### PROBLEM
For each line of the data below that holds "Paraguay", copy the line.

### DATASET EXCERPTS
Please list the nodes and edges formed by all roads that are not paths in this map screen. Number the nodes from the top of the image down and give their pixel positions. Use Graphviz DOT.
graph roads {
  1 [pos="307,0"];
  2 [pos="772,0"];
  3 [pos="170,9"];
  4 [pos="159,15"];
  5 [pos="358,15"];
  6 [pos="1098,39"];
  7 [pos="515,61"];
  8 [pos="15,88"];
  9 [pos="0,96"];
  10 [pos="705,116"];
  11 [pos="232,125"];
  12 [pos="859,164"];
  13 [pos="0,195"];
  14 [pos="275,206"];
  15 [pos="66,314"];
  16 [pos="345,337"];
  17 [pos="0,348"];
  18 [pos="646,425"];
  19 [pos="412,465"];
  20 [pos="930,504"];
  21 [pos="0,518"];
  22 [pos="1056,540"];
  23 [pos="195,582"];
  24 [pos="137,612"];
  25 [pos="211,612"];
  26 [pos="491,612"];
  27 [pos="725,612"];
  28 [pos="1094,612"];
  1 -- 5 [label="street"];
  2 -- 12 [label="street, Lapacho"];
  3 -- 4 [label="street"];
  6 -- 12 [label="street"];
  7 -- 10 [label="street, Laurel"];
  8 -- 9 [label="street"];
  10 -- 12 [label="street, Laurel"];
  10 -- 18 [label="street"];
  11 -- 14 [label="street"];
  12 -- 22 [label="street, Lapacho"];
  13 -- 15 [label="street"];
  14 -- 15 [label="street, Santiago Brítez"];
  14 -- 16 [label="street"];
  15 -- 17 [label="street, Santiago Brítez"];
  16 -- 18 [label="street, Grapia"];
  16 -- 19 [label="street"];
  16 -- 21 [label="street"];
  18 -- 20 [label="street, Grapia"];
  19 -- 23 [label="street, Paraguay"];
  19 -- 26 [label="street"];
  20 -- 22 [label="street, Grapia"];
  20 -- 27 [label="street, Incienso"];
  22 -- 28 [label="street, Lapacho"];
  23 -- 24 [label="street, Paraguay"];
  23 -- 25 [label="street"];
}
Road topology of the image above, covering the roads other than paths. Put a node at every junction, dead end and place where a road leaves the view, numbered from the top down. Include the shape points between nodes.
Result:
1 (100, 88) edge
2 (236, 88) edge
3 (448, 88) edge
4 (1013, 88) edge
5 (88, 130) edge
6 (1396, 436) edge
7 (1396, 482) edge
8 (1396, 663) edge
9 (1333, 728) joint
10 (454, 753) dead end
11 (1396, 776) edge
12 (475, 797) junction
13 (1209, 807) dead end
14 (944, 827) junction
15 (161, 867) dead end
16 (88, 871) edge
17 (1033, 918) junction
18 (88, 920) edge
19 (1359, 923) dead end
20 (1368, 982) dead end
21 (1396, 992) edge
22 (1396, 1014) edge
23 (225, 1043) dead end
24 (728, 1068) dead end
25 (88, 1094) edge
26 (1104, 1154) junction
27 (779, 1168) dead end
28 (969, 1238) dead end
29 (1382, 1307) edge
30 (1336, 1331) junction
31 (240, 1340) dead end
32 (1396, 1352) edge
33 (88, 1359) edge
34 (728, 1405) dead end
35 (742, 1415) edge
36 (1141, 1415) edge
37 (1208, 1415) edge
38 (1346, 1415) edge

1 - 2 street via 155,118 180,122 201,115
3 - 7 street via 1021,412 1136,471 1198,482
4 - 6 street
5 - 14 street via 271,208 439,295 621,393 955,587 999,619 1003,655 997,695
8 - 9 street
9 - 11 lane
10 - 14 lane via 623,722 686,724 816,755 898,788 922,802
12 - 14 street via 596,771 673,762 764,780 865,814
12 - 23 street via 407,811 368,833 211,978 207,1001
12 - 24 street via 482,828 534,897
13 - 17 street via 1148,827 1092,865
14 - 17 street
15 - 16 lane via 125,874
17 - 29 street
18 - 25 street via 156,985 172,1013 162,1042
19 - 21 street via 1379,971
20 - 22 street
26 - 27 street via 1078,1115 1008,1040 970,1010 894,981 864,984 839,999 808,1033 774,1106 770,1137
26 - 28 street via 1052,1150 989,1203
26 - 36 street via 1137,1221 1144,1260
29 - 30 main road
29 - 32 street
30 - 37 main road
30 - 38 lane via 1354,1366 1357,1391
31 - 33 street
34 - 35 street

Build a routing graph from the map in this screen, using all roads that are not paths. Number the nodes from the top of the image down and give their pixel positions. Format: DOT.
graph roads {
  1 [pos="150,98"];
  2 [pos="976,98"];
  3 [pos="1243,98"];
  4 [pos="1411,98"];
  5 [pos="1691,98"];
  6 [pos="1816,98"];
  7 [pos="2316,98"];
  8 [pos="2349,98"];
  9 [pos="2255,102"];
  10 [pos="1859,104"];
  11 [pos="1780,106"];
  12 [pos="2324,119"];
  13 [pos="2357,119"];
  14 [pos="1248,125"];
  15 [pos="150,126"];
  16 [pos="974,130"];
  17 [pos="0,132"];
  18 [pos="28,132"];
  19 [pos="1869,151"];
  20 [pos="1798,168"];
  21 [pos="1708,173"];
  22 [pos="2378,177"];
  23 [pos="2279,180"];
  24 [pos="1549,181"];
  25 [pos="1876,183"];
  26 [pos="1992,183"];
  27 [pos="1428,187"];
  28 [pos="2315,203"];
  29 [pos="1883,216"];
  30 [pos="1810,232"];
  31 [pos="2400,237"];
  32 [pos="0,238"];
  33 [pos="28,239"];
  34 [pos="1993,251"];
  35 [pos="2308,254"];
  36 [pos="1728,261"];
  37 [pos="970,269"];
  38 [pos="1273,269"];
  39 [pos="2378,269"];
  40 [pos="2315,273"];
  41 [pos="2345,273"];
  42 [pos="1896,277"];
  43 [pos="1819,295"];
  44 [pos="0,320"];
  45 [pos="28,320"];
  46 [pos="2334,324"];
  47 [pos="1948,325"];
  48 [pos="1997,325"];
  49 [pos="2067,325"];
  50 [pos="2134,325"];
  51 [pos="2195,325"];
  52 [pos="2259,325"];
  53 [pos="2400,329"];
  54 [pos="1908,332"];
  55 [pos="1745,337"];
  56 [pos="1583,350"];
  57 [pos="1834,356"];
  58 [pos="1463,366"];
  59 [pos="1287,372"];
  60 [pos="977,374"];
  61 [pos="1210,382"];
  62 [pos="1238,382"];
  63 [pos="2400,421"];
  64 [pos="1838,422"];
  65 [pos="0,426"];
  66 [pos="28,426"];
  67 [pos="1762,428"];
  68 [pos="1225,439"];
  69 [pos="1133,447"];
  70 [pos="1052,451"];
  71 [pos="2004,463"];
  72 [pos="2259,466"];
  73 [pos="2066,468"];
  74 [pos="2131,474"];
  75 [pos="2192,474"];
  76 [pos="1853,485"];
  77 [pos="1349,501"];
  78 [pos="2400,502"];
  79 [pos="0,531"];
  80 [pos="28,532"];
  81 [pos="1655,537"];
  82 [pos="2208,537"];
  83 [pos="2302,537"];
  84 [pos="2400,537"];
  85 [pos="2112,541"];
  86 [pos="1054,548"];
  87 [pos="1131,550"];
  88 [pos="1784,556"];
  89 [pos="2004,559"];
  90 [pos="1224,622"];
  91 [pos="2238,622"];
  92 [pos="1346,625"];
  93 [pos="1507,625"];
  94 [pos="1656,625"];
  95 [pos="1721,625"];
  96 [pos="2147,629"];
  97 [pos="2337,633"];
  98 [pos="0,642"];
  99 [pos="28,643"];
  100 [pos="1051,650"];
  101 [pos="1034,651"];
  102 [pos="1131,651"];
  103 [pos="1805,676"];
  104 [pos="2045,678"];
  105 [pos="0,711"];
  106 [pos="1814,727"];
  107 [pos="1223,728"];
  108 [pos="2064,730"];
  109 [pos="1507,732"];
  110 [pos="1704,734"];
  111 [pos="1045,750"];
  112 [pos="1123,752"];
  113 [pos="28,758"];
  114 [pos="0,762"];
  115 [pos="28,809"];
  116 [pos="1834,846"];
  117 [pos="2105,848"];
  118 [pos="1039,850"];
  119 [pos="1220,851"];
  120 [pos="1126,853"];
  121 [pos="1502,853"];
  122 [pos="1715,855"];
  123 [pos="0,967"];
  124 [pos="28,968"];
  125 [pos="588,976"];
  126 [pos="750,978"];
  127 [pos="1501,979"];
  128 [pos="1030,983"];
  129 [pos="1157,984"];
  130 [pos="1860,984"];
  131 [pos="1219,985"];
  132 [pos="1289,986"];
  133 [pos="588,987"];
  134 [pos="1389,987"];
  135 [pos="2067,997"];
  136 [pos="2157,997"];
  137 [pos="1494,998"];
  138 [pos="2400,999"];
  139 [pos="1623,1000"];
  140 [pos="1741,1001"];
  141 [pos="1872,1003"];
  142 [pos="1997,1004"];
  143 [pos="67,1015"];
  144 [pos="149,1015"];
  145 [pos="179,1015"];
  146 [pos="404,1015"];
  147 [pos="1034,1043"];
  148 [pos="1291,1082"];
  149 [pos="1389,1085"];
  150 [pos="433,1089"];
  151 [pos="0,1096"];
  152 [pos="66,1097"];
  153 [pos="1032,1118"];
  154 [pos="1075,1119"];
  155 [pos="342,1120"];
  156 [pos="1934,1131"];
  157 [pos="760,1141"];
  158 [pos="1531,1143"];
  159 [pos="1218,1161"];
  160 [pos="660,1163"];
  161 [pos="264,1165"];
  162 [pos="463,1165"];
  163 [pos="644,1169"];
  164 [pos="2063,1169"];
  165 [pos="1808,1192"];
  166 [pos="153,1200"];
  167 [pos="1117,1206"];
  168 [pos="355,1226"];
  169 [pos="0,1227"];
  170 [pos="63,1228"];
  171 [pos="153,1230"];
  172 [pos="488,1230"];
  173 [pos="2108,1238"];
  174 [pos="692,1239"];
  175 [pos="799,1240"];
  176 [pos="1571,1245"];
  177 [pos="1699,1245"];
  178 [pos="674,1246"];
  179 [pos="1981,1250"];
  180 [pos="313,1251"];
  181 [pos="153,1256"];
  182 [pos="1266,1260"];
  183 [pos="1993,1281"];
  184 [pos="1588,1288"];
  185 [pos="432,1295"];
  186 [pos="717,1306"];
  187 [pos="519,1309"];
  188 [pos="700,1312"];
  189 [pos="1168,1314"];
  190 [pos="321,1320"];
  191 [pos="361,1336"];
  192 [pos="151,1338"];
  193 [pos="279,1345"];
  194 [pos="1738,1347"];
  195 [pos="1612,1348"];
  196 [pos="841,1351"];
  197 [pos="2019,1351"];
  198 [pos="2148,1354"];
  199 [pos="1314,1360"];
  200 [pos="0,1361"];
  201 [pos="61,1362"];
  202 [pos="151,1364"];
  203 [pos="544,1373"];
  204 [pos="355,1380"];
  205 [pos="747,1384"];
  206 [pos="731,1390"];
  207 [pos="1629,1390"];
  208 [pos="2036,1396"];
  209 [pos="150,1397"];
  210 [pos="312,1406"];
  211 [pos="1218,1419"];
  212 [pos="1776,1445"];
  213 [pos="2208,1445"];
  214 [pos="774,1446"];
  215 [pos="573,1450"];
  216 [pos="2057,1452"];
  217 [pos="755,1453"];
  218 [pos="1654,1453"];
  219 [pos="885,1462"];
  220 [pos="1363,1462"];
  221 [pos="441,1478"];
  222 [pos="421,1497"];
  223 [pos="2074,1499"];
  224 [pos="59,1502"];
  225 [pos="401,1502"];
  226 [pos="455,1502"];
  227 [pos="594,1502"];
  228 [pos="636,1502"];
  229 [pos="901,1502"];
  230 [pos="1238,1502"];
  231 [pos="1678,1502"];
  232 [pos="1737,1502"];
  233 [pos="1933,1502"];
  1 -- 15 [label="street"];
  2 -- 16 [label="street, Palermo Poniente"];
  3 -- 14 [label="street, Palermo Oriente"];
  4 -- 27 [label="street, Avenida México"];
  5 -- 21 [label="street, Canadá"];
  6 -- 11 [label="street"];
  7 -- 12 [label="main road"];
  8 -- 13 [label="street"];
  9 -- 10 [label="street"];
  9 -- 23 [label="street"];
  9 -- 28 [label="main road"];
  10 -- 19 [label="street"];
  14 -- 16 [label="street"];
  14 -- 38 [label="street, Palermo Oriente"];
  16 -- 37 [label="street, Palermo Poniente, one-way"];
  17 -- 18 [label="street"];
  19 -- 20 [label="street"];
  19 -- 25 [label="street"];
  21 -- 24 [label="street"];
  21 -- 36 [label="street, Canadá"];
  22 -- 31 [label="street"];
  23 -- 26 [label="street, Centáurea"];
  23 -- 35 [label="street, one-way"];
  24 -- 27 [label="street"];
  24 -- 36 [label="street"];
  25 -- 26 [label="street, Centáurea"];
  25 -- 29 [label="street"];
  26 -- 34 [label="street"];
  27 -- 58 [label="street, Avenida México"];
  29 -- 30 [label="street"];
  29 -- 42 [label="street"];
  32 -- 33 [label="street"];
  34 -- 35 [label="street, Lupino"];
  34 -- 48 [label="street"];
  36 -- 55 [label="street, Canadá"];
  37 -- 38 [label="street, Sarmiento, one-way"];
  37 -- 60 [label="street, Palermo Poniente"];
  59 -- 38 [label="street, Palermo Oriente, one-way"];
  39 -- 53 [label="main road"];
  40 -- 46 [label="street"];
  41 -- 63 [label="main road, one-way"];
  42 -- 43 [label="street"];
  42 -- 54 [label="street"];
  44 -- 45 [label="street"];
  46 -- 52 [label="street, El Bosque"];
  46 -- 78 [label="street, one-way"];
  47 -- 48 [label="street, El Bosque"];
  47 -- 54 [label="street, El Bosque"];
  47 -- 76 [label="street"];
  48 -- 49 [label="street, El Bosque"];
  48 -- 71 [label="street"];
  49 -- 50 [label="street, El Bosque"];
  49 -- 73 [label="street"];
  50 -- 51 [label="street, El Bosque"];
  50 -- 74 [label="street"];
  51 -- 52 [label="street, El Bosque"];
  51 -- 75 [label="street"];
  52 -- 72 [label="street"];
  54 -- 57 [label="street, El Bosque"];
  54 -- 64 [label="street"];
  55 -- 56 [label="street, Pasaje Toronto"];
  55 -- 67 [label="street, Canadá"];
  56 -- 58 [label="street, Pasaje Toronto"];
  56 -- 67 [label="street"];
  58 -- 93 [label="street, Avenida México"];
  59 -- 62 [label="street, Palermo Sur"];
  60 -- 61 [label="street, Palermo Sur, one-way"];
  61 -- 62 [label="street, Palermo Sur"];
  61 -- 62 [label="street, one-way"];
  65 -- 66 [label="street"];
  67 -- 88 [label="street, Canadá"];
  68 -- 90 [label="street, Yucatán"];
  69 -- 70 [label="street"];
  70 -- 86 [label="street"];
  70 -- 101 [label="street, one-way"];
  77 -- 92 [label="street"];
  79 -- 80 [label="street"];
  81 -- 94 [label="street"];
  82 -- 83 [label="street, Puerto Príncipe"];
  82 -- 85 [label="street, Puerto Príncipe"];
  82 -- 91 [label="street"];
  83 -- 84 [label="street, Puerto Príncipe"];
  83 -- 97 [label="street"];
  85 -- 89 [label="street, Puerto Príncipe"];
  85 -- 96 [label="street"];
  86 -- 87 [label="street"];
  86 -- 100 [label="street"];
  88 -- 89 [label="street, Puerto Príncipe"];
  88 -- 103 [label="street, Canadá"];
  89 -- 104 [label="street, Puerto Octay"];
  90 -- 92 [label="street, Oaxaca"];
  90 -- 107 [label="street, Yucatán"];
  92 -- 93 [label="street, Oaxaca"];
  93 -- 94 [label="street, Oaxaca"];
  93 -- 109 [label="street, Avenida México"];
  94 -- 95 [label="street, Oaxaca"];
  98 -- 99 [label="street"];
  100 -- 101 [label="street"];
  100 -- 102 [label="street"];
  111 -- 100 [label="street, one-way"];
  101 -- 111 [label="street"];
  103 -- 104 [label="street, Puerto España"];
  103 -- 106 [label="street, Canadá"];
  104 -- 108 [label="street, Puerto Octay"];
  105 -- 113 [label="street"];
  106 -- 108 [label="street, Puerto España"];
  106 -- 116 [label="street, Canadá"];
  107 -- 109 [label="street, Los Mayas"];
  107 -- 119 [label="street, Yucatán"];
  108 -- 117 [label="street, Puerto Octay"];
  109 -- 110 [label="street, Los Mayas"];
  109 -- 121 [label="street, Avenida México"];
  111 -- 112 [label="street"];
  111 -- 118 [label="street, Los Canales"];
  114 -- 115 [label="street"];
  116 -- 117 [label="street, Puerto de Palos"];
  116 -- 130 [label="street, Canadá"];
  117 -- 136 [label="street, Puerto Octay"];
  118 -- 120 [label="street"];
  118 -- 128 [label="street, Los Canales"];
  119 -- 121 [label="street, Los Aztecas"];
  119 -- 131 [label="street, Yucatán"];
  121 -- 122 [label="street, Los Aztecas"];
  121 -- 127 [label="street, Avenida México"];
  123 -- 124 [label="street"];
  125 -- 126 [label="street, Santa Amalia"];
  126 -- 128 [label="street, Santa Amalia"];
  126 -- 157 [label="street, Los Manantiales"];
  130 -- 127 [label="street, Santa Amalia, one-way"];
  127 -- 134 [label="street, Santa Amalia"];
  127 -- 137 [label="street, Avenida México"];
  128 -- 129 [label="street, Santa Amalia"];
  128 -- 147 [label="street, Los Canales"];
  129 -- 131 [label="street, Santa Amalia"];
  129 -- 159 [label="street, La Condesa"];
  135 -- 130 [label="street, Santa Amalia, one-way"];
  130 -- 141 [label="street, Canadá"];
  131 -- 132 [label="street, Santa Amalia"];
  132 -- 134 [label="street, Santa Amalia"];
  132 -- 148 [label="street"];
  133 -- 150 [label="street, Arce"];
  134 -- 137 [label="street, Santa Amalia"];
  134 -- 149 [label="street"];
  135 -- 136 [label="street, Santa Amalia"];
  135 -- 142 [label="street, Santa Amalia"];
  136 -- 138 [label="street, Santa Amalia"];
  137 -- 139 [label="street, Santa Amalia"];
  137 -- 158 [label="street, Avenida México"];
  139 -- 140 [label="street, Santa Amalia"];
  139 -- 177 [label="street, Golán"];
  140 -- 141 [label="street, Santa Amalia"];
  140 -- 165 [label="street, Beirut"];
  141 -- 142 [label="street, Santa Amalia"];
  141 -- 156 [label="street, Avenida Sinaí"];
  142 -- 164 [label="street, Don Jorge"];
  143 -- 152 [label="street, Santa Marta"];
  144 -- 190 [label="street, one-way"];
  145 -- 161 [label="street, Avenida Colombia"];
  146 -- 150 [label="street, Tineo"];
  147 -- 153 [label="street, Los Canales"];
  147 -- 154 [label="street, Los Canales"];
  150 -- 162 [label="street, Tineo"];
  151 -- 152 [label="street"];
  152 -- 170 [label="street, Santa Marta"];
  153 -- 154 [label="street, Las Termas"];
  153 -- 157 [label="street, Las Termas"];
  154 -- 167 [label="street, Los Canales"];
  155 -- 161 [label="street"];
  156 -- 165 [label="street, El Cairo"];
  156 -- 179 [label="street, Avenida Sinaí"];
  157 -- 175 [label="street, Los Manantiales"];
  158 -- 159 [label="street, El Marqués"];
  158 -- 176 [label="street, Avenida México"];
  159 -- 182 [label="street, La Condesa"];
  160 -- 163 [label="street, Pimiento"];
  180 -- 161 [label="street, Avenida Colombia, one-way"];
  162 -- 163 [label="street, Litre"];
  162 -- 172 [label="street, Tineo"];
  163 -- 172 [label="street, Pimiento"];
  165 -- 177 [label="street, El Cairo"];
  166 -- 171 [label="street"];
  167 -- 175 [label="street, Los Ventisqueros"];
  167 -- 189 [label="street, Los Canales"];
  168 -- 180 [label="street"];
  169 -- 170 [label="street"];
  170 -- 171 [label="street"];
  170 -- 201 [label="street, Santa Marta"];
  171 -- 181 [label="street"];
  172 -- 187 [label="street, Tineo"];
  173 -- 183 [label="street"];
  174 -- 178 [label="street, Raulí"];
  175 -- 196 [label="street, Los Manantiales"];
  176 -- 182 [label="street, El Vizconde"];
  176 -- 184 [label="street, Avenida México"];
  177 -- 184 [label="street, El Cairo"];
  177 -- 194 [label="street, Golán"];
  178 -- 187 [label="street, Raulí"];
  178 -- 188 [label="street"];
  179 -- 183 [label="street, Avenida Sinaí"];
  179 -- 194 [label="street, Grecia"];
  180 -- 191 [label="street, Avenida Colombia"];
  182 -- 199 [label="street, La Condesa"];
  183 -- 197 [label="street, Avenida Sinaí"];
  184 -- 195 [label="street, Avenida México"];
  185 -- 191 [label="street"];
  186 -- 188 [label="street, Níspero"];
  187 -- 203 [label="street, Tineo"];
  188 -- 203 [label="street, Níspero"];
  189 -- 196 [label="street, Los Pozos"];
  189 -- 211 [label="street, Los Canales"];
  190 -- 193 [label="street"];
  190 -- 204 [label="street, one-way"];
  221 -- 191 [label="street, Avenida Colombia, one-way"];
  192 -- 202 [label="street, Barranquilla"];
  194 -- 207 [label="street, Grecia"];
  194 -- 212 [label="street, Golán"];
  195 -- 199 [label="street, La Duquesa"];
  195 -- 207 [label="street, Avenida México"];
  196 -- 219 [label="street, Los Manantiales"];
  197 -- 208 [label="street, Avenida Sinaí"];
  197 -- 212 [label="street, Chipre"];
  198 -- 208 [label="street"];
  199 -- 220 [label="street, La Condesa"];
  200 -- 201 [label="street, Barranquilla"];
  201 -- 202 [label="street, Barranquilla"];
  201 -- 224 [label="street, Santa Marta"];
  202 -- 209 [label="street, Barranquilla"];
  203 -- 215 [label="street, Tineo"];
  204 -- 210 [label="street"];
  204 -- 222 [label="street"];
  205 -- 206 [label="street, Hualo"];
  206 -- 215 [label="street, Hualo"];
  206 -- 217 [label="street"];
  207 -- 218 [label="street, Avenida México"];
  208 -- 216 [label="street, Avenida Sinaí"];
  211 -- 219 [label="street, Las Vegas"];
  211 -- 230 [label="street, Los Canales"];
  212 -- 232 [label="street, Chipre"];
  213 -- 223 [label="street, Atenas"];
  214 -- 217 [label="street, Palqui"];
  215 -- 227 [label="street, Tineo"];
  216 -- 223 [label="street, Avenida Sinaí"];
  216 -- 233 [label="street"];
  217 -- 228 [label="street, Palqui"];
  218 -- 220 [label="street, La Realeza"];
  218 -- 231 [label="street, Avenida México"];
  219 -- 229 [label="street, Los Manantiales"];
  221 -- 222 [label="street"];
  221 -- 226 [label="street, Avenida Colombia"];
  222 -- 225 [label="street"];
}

### YOUR SOLUTION
  19 -- 23 [label="street, Paraguay"];
  23 -- 24 [label="street, Paraguay"];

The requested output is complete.